El cerco de la Unión Europea a los países en peor situación fiscal se estrecha. Tras lograr que España y Portugal apliquen un recorte del déficit más drástico de lo previsto, la Comisión Europea señaló ayer a Italia y Francia. Ambos países "deben hacer más para reducir su nivel de déficit", advirtió Olli Rhen, titular de Asuntos Económicos.
No era fácil hasta ahora que las recomendaciones económicas de Bruselas tuvieran algún reflejo en los presupuestos nacionales; lo normal era que cayeran en saco roto, y que la Comisión Europea las repitiera al año siguiente. Pero este fin de semana, con la creación de un fondo de estabilización dotado de 750.000 millones, esta situación ha cambiado. Como contrapartida, los países en peor situación deben acelerar su reducción del déficit.
Tras Grecia, España y Portugal, la situación presupuestaria de Italia es la que más inquieta. "Se encuentra en una situación distinta de otros países porque no ha lanzado un plan de estímulo económico masivo, pero tiene una deuda muy alta y esa dinámica debe ponerse bajo control", explicó Rehn en una entrevista con varios diarios europeos. "Italia debe intensificar su consolidación fiscal", insistió.

El elevado endeudamiento del Estado italiano viene de lejos, y el Gobierno de Silvio Berlusconi optó por no sumarse a la ola de inversión pública alentada por la UE para reactivar la economía. De ahí que el déficit se vaya a mantener este año en un moderado 5%, mientras que la deuda seguirá creciendo hasta llegar al 118% del PIB. La situación de Francia es menos preocupante, pero el comisario Rehn también espera que muestre austeridad. El anuncio de congelación del gasto público "va en la dirección correcta", dijo.
Pero la prioridad absoluta de la UE en estos momentos es España y Portugal. Los líderes europeos empujaron la semana pasada a sus gobernantes, José Luis Rodríguez Zapatero y José Sócrates, a anunciar recortes del déficit más ambiciosos de lo previsto para este año y el próximo; en el caso español, un ahorro de 15.000 millones extra, una medida de un alcance que el presidente descartaba pocos días atrás.
Ese día "no hizo falta hacer presionar a Zapatero; era evidente para todos que va en su propio interés acelerar la reducción del déficit", afirma en privado un líder europeo que participó en la cumbre. La negociación de la noche del domingo, entre ministros de Economía, fue menos amable para la vicepresidenta Elena Salgado.
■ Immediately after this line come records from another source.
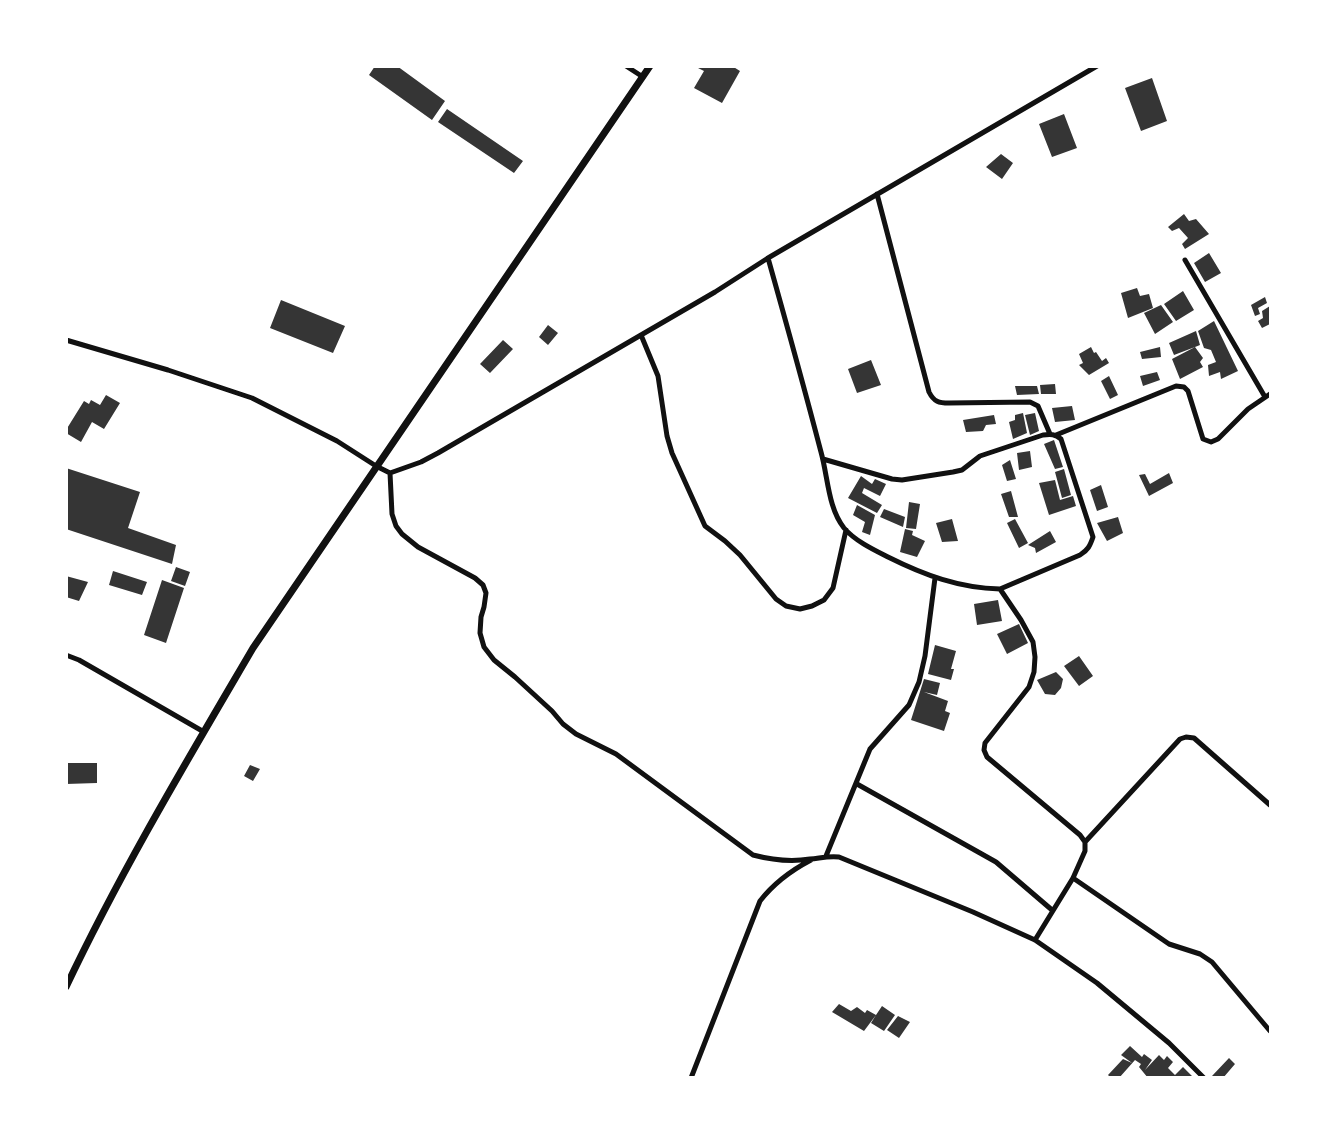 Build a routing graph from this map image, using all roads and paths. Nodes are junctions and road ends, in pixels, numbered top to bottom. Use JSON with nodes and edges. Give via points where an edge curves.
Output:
{"nodes":[{"id":1,"x":626,"y":66,"type":"edge"},
{"id":2,"x":650,"y":66,"type":"edge"},
{"id":3,"x":1097,"y":66,"type":"edge"},
{"id":4,"x":643,"y":78,"type":"junction"},
{"id":5,"x":877,"y":194,"type":"junction"},
{"id":6,"x":768,"y":258,"type":"junction"},
{"id":7,"x":1185,"y":260,"type":"dead end"},
{"id":8,"x":641,"y":335,"type":"junction"},
{"id":9,"x":66,"y":341,"type":"edge"},
{"id":10,"x":1268,"y":396,"type":"edge"},
{"id":11,"x":1053,"y":434,"type":"junction"},
{"id":12,"x":823,"y":459,"type":"junction"},
{"id":13,"x":376,"y":466,"type":"junction"},
{"id":14,"x":390,"y":473,"type":"junction"},
{"id":15,"x":846,"y":530,"type":"junction"},
{"id":16,"x":934,"y":578,"type":"junction"},
{"id":17,"x":999,"y":589,"type":"junction"},
{"id":18,"x":66,"y":655,"type":"edge"},
{"id":19,"x":204,"y":732,"type":"junction"},
{"id":20,"x":857,"y":784,"type":"junction"},
{"id":21,"x":1270,"y":806,"type":"edge"},
{"id":22,"x":1085,"y":842,"type":"junction"},
{"id":23,"x":826,"y":856,"type":"junction"},
{"id":24,"x":813,"y":859,"type":"junction"},
{"id":25,"x":1073,"y":878,"type":"junction"},
{"id":26,"x":1052,"y":910,"type":"junction"},
{"id":27,"x":1035,"y":940,"type":"junction"},
{"id":28,"x":66,"y":987,"type":"edge"},
{"id":29,"x":1270,"y":1031,"type":"edge"},
{"id":30,"x":691,"y":1077,"type":"edge"},
{"id":31,"x":1204,"y":1077,"type":"edge"}],
"edges":[{"from":1,"to":4,"type":"street"},
{"from":2,"to":4,"type":"street"},
{"from":3,"to":5,"type":"street"},
{"from":4,"to":13,"type":"street"},
{"from":5,"to":6,"type":"street"},
{"from":5,"to":11,"type":"street","via":[[932,399],[939,403],[1030,402],[1038,406]]},
{"from":6,"to":8,"type":"street"},
{"from":6,"to":12,"type":"street"},
{"from":7,"to":10,"type":"street"},
{"from":8,"to":14,"type":"street","via":[[438,453]]},
{"from":8,"to":15,"type":"street","via":[[658,376],[672,453],[705,526],[740,555],[776,599],[800,609],[824,600],[833,587]]},
{"from":9,"to":13,"type":"street","via":[[252,398]]},
{"from":10,"to":11,"type":"street","via":[[1211,442],[1203,439],[1188,391],[1176,386]]},
{"from":11,"to":12,"type":"street","via":[[980,457],[953,472],[902,480]]},
{"from":11,"to":17,"type":"street","via":[[1061,439],[1093,537],[1091,544],[1080,555]]},
{"from":12,"to":15,"type":"street","via":[[833,505]]},
{"from":13,"to":14,"type":"street"},
{"from":13,"to":19,"type":"street","via":[[253,648]]},
{"from":14,"to":24,"type":"street","via":[[396,526],[418,547],[483,585],[480,633],[484,647],[563,724],[616,754],[753,855]]},
{"from":15,"to":16,"type":"street","via":[[874,550]]},
{"from":16,"to":17,"type":"street"},
{"from":16,"to":20,"type":"street","via":[[919,682],[909,705],[870,749]]},
{"from":17,"to":22,"type":"street","via":[[1033,642],[1034,672],[1029,687],[984,750]]},
{"from":18,"to":19,"type":"street"},
{"from":19,"to":28,"type":"street"},
{"from":20,"to":23,"type":"street"},
{"from":20,"to":26,"type":"street","via":[[996,862]]},
{"from":21,"to":22,"type":"street","via":[[1194,738],[1186,737]]},
{"from":22,"to":25,"type":"street"},
{"from":23,"to":24,"type":"street"},
{"from":23,"to":27,"type":"street","via":[[839,857]]},
{"from":24,"to":30,"type":"street","via":[[790,872],[760,901]]},
{"from":25,"to":26,"type":"street"},
{"from":25,"to":29,"type":"street","via":[[1169,944],[1212,962]]},
{"from":26,"to":27,"type":"street"},
{"from":27,"to":31,"type":"street","via":[[1097,983]]}]}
Ese día no sólo anunció un recorte más acelerado del déficit, sino también "reformas estructurales para mejorar el crecimiento y la sostenibilidad fiscal".
Salgado presentará las medidas al resto de los ministros el 18 de mayo, donde podría volver a enfrentarse a nuevas peticiones de recorte del déficit por parte de Alemania y Holanda. "La sensación que quedó es que si ese día Salgado no convence, pronto tendrá que anunciar más recortes", afirma una fuente diplomática europea.
La canciller alemana, Angela Merkel, anunció ayer nuevas medidas de ahorro también para Alemania, como parte del programa de ajuste que tiene que hacer la Unión Europea para combatir las embestidas de los mercados. En una reunión del grupo parlamentario democristiano, la canciller defendió el mecanismo de estabilización para países en dificultades, así como para "ganar tiempo" mientras se preparan los programas de ajuste necesarios en algunos Estados de la eurozona.
Según indicaron parlamentarios que asistieron a la reunión del grupo, Merkel anunció, aunque sin especificarlas, nuevas medidas de ahorro también para Alemania, cuyos detalles se elaborarán en el curso de las próximas cuatro semanas.
Merkel hizo estas declaraciones tras aprobar el Consejo de Ministros la aportación alemana al mecanismo de estabilización para la zona del euro. Alemania se compromete con ello a facilitar hasta 123.000 millones de los hasta 500.000 millones en garantías para eventualmente rescatar a los estados de la zona del euro en dificultades de solvencia. Esta cuantía se rige por la clave de la aportación porcentual de cada estado al Banco Central Europeo (BCE), lo que en el caso de Alemania supone el 28%. Este monto podría aumentar hasta 148.000 millones si Alemania tuviera que cubrir los descubiertos de socios incapaces a atender a su propia contribución por encontrarse al borde de la bancarrota. El viceportavoz del Gobierno, Christoph Steegmanns, subrayó que las ayudas sólo se concederán una vez el país que recurra a ellas se someta, como en el caso de Grecia, a un plan de ajuste desarrollado en cooperación con la Comisión Europea, el BCE y el Fondo Monetario Internacional. "El agudizamiento de la crisis ha llevado a que las condiciones de financiación para algunos estados miembros hayan empeorado en un grado no justificado por un cambio de sus datos fundamentales", afirma el proyecto de ley aprobado ayer.